Where in the data does the word "roads" appear? Find those lines and copy them.

-.-.-

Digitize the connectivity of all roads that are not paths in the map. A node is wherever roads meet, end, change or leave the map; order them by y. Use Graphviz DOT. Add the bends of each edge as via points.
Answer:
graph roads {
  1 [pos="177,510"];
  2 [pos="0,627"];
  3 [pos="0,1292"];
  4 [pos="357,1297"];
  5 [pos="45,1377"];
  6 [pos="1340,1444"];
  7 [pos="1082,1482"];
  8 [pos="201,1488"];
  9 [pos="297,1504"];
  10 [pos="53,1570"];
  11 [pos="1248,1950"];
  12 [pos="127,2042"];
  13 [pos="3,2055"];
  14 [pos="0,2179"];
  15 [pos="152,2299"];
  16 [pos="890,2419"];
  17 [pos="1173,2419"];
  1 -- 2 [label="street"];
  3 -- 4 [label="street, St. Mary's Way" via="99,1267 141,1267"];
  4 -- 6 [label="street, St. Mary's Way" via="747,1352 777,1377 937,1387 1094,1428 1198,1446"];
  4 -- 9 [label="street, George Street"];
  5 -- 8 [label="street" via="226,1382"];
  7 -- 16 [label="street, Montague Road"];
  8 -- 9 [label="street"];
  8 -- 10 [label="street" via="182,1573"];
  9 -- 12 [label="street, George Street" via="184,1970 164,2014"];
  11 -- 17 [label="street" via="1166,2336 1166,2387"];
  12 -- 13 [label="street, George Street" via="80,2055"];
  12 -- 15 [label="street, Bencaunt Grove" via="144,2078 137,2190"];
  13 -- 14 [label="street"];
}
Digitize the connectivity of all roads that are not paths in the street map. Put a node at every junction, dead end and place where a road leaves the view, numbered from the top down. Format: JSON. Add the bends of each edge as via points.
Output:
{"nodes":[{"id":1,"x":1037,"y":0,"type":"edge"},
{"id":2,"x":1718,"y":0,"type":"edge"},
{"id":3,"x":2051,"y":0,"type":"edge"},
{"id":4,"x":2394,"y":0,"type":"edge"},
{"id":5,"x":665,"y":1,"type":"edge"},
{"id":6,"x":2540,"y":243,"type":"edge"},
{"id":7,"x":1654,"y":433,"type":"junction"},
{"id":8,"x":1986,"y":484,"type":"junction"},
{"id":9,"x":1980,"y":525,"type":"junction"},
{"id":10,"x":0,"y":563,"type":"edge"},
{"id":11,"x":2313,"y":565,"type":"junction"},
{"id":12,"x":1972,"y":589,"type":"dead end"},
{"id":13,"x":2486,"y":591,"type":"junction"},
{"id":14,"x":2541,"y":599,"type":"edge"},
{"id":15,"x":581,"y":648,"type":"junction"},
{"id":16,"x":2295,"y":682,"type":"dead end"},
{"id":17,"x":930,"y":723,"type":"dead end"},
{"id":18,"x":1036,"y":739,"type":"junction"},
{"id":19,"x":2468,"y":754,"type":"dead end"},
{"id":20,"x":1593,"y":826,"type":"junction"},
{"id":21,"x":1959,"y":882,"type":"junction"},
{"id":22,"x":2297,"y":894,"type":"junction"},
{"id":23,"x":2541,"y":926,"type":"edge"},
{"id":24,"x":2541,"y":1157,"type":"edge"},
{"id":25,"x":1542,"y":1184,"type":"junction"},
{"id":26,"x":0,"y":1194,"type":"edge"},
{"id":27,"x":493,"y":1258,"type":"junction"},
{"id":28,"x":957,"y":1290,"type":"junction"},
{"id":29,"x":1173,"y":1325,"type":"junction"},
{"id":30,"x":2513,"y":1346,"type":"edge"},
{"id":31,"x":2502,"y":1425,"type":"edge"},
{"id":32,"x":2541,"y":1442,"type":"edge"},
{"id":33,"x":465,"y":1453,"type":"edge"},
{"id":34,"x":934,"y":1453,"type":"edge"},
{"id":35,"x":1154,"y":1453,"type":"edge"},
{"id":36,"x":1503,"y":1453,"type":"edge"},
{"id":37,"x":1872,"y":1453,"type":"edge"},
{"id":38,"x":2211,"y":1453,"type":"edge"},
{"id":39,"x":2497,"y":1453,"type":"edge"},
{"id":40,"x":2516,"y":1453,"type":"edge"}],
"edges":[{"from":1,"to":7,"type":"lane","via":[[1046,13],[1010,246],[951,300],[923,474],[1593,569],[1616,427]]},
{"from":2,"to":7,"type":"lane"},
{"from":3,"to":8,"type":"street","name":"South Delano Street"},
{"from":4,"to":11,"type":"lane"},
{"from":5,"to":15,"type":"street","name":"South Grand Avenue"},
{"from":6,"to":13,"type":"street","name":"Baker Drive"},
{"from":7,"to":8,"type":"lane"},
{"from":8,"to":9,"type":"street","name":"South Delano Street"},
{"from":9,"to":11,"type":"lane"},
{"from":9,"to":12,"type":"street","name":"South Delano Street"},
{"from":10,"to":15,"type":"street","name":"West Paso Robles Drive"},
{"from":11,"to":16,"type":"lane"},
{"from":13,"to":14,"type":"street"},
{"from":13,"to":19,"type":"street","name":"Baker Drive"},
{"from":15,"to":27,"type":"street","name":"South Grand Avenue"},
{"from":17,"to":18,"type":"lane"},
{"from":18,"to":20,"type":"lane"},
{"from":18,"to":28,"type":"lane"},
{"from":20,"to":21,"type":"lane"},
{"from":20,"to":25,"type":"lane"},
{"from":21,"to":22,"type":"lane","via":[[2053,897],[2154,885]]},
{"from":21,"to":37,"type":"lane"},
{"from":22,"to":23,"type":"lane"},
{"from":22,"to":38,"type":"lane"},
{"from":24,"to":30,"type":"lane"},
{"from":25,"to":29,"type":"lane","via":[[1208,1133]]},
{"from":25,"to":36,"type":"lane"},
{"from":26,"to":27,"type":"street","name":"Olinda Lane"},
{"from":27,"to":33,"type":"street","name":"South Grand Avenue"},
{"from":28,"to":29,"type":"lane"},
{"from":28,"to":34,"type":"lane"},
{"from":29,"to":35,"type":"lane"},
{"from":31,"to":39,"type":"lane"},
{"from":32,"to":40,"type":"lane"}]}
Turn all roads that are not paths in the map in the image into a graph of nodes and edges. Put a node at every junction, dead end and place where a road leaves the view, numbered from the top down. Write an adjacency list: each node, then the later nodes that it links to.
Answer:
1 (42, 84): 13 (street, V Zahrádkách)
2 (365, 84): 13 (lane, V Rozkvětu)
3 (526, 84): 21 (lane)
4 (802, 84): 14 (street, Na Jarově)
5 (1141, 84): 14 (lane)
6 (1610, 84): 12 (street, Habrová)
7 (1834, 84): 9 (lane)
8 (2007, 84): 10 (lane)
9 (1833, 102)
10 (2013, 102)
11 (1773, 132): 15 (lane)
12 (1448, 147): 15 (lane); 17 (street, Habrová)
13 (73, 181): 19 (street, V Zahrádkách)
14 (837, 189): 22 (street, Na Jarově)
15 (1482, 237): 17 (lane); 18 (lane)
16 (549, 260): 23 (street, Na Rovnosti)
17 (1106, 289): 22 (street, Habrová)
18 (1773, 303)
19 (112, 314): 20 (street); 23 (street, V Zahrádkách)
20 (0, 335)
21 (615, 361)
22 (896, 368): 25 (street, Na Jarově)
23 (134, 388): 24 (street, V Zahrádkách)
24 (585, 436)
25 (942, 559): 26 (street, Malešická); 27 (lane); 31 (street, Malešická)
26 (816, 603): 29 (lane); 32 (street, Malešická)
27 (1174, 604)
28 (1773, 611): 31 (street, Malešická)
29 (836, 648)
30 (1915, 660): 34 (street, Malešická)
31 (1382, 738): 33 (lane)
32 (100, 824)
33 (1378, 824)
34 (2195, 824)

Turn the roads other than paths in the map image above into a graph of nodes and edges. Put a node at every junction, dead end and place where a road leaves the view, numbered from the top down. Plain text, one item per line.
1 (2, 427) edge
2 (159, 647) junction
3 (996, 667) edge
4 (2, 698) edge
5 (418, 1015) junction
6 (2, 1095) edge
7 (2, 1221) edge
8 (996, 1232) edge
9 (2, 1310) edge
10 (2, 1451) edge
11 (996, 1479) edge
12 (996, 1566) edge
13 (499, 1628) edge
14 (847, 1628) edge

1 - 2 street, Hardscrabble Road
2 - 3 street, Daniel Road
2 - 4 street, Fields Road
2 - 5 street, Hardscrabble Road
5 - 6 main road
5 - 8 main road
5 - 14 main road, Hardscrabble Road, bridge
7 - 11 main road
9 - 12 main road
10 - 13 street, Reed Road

-.-.-

** Task solution **
Digitize the connectivity of all roads that are not paths in the map. A node is wherever roads meet, end, change or leave the map; order them by y. Use Graphviz DOT. Add the bends of each edge as via points.
graph roads {
Digitize the connectivity of all roads that are not paths in the street map. Put a node at every junction, dead end and place where a road leaves the view, numbered from the top down. Format: JSON. Add the bends of each edge as via points.
Turn all roads that are not paths in the map in the image into a graph of nodes and edges. Put a node at every junction, dead end and place where a road leaves the view, numbered from the top down. Write an adjacency list: each node, then the later nodes that it links to.
Turn the roads other than paths in the map image above into a graph of nodes and edges. Put a node at every junction, dead end and place where a road leaves the view, numbered from the top down. Plain text, one item per line.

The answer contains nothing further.